Figure 2. Transmission and reflection spectra for forward (solid lines) and backward (dashed lines) directions versus the detuning Δ/2π between the photon to resonator A for different Sagnac−Fizeau shifts Δsag/2π. (a) Δsag/2π = 0 MHz, (b) Δsag/2π = 5 MHz, (c) Δsag/2π = 11 MHz and (d) Δsag/2π = 20 MHz. The corresponding parameters are {η, g, γ, h1, h2}/2π = {1, 4, 0.1, 1.2, 1.2} MHz, and θ = 0.9π. |
To investigate the impact of the Sagnac−Fizeau shift Δsag/2π on transmissions Tf and Tb, we show the transmissions Tf and Tb for forward and backward directions versus the Sagnac–Fizeau shift Δsag and the detuning Δ/2π between the photon to resonator A in figure 3. When the Sagnac–Fizeau shift Δsag is relatively small, the nonreciprocal transmission is not pronounced in the vicinity of detuning Δ/2π = 0 MHz. In figure 3(a), the low transmission band has blue shift with increasing Δsag from 0 to 18 MHz, whereas in figure 3(b), the low transmission occurs red shift. The low transmission band in figure 3(b) (figure 3(a)) corresponds to the high transmission band in figure 3(b) (figure 3(a)) in the range of Δsag from 5 to 18 MHz. Therefore, by tuning the Sagnac−Fizeau shift Δsag, time-reversal symmetry of the system can be broken, leading to the suppression of photon transmission in one direction and enhancement in the opposite direction during propagation through the resonator. This mechanism not only enables significant modulation of nonreciprocal transmission within the system, but also allows tunable control over blue and red shifts across a broader frequency range.

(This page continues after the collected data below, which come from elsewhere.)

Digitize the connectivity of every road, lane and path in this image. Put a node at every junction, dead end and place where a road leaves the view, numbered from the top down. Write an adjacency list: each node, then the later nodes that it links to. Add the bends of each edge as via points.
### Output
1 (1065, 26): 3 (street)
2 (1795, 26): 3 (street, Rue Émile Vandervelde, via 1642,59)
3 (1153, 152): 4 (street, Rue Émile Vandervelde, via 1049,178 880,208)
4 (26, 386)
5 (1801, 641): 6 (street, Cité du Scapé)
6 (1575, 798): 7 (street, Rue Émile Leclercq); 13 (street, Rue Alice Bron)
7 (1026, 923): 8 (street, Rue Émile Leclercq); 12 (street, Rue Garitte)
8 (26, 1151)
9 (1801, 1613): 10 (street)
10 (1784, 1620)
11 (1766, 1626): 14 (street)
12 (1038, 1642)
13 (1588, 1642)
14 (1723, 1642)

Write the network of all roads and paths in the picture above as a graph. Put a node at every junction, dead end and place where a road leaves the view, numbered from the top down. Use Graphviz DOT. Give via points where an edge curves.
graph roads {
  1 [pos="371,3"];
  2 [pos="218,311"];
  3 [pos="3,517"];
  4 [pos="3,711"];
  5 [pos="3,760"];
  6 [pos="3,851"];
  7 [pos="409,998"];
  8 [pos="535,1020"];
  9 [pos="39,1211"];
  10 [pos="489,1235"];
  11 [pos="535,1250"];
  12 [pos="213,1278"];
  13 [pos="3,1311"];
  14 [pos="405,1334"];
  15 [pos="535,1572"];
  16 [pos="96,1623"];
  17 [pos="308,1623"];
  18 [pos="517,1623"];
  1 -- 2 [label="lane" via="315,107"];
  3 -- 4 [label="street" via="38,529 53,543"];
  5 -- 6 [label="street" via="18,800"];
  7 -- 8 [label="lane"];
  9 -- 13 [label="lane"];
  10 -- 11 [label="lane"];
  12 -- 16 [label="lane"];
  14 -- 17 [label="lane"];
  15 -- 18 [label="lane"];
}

Figure 3. (a) Transmissions Tf and (b) Tb as the functions of Sagnac−Fizeau shift Δsag/2π and the detuning Δ/2π between the photon to resonator A. Other parameters remain consistent with those in figure 2. |
Next, to investigate the effect of decay rate η between the waveguide and resonator A on transmission, transmissions Tf and Tb for forward and backward directions are depicted, respectively, in figures 4(a) and (b). The low transmission band emerges with increasing the decay rate η/2π from 0.1 to 3 MHz around Δ/2π = 12(−12) MHz in figure 4(a) (figure 4(b)). Notably, in figure 4(a) (figure 4(b)), the low transmission region at certain detuning Δ/2π = 12(−12) MHz corresponds to high transmission region at the same detuning region in figure 4(b) (figure 4(a)). The system maintains high-contrast nonreciprocal behavior across a broad range of decay rates, but remains the positions of the detunings unchanged with the increasing of coupling strength. This indicates that within a wide range of decay rate η, the system consistently exhibits strong nonreciprocal transmission, while the locations of the nonreciprocal transmission bands are only weakly affected.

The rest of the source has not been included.